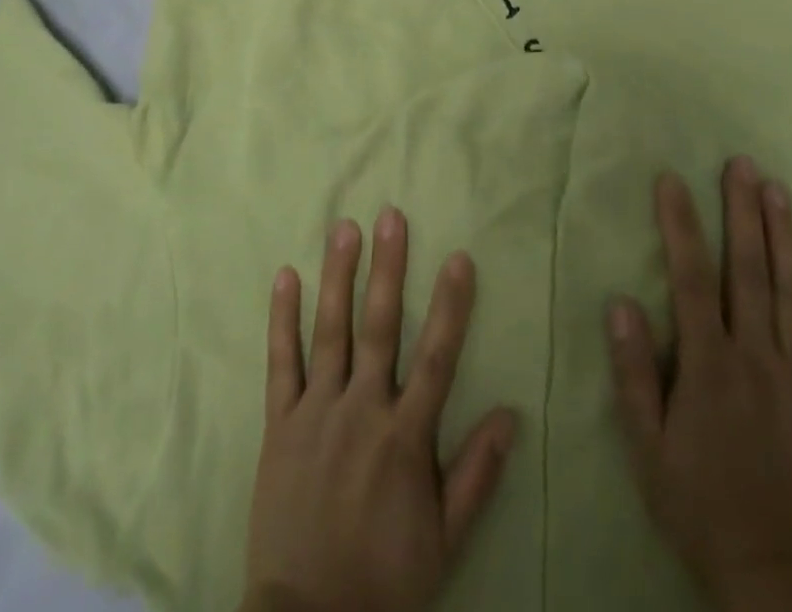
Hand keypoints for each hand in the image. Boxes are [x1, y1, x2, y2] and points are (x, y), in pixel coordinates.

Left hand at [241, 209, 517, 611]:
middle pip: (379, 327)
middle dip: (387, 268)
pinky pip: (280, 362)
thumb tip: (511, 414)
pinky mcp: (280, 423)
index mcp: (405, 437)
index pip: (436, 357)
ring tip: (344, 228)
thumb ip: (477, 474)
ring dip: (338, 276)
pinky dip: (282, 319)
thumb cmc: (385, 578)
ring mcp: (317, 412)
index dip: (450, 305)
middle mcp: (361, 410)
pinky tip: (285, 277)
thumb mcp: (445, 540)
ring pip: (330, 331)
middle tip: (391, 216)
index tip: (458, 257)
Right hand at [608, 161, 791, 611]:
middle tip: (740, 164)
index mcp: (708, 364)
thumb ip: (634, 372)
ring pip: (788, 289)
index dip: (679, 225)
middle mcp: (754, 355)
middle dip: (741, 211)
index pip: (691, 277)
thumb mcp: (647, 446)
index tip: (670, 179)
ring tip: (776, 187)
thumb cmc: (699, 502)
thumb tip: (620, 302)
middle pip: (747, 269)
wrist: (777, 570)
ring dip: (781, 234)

...

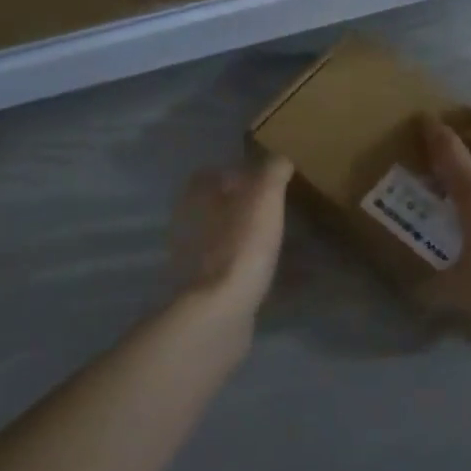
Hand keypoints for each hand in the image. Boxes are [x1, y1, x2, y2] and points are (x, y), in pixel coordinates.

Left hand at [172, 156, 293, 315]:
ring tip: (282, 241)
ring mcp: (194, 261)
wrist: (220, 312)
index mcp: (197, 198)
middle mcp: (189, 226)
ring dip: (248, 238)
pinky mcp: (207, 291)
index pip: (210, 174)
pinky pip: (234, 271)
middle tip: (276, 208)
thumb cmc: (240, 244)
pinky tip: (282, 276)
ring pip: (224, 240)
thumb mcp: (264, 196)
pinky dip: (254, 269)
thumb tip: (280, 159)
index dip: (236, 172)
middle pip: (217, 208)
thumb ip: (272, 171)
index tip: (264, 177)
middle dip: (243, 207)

= WORK INSTRUCTIONS =
Copy word for word the stretch of entries above from the line that has "middle mcp: (754, 355)" through the line that has "ring dip: (781, 234)", both ends included, and nothing outside it.

= SOLUTION TO THIS PROBLEM =
middle mcp: (754, 355)
middle dip: (741, 211)
index pip: (691, 277)
thumb mcp: (647, 446)
index tip: (670, 179)
ring tip: (776, 187)
thumb cmc: (699, 502)
thumb tip: (620, 302)
middle pip: (747, 269)
wrist: (777, 570)
ring dip: (781, 234)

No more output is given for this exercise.